Adding all-new characters to the mix, Boon says, was another important step forward for the franchise. After Mortal Kombat, which included a roster pulled almost entirely from the first three Mortal Kombat games, the team wanted to design new ones.

"We're taking an aggressive approach with new characters," Boon says. "We're going to introduce a number of new ones. It's going to be a really very different experience.

"It's hard because there's 60-something characters in the MK universe to choose from. But we made a choice to have a good representation of new characters."

At E3, NetherRealm and Warner Bros. are showing off six characters. Two are veterans — Sub-Zero and Scorpion — but the rest are new. In addition to Ferra/Torr and D'Vorah (Boon's current favorites), the Mortal Kombat X demo features Cassie Cage — the daughter of Johnny Cage and Sonya Blade — and Kotal Khan — a demigod with an Aztec style.

Those new characters represent a shift for the franchise. While Boon and company aren't spilling many details about the story, it's clear that the game takes place some time after the events of the last Mortal Kombat. As the franchise makes the leap to the next-generation of consoles, so too does it transition to a new generation of fighters.

The visual design of those fighters will steer more toward "simplicity and elegance," Boon says. "We didn't want to get too complex [with their design]," he adds. "We wanted big variance in materials [and] really wanted to get leather, cloth, worn out materials in there."

And expect the game's female fighters to be dressed more modestly. Boon describes that as "a conscious effort." "When I look back on MK9, I think we turned the dial a little too high with the female anatomy and stuff like that," he says, acknowledging how ridiculous series veteran Sonya Blade looked in her cleavage-revealing vest and crop top. Her daughter, Cassie, wears a full body tactical suit with refreshingly little exposure.

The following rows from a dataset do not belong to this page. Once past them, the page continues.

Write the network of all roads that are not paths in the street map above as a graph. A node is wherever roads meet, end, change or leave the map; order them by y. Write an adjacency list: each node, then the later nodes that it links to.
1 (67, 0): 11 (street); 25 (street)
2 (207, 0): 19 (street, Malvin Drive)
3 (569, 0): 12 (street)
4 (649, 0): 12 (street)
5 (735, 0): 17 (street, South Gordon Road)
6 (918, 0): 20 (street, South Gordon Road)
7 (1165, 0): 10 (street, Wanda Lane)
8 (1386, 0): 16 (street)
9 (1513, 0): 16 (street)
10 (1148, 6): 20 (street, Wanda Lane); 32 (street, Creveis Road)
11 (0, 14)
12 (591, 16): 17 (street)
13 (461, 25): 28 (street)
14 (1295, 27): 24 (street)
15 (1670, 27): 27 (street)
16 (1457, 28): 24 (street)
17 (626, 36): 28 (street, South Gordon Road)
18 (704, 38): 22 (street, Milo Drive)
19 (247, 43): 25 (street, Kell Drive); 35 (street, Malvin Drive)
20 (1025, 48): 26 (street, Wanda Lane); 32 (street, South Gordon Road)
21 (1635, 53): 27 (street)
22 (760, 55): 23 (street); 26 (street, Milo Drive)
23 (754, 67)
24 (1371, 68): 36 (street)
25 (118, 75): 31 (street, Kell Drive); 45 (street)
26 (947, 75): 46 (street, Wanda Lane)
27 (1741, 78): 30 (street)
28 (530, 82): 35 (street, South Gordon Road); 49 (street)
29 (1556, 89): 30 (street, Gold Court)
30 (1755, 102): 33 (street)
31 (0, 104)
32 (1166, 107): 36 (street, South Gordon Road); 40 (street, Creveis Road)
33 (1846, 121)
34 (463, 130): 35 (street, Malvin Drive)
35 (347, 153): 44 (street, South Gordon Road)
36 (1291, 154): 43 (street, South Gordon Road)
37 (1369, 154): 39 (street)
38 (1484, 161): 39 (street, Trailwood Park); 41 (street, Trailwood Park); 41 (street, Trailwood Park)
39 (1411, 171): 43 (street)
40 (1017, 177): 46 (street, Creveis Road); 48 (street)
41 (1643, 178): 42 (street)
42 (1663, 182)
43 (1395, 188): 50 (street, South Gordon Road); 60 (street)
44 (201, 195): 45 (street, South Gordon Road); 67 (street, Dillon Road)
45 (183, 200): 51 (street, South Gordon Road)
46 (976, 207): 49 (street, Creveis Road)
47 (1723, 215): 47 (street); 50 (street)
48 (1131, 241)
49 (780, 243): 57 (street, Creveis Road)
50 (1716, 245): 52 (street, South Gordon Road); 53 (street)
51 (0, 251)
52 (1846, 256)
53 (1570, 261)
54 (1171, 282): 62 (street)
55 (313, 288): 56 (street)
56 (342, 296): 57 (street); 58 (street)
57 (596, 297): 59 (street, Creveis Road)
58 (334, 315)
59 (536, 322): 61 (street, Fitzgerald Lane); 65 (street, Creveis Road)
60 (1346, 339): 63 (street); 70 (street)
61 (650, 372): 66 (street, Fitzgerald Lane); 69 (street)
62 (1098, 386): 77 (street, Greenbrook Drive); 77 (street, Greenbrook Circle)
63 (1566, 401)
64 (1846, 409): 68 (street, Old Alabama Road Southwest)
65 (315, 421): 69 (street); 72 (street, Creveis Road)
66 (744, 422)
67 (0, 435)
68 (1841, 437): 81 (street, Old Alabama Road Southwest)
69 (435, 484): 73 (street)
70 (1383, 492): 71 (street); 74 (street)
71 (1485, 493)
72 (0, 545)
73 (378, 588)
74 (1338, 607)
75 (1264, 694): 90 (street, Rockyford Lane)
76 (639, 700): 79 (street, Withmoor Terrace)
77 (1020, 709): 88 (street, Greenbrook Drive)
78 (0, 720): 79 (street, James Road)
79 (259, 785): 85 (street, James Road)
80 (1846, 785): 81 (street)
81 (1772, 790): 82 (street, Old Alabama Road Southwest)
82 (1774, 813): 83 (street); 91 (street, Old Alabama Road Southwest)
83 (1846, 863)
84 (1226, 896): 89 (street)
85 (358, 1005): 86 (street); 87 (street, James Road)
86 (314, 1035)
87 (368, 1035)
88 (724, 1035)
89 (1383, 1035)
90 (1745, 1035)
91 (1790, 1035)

Boon says Mortal Kombat X will have a roster at least as big as the last Mortal Kombat — which shipped with nearly 30 fighters — and that "obviously" downloadable characters will follow.

Mortal Kombat X will also include a story-based campaign mode, likely in the storytelling vein that the developer explored in Mortal Kombat and Injustice. And it will include a still-under wraps online meta game that players will participate in, something that the developer and publisher Warner Bros. plans to reveal later.

"It's an online game that everybody who owns the game is participating in," Boon says. "It's something that's going to be a huge community push. We want everybody to care about this meta-game. You're going to want to do your part, because there are perks to doing well. And there are ... not necessarily punishments, but the fact that you don't get those perks is kind of ... well you're going to want to do well."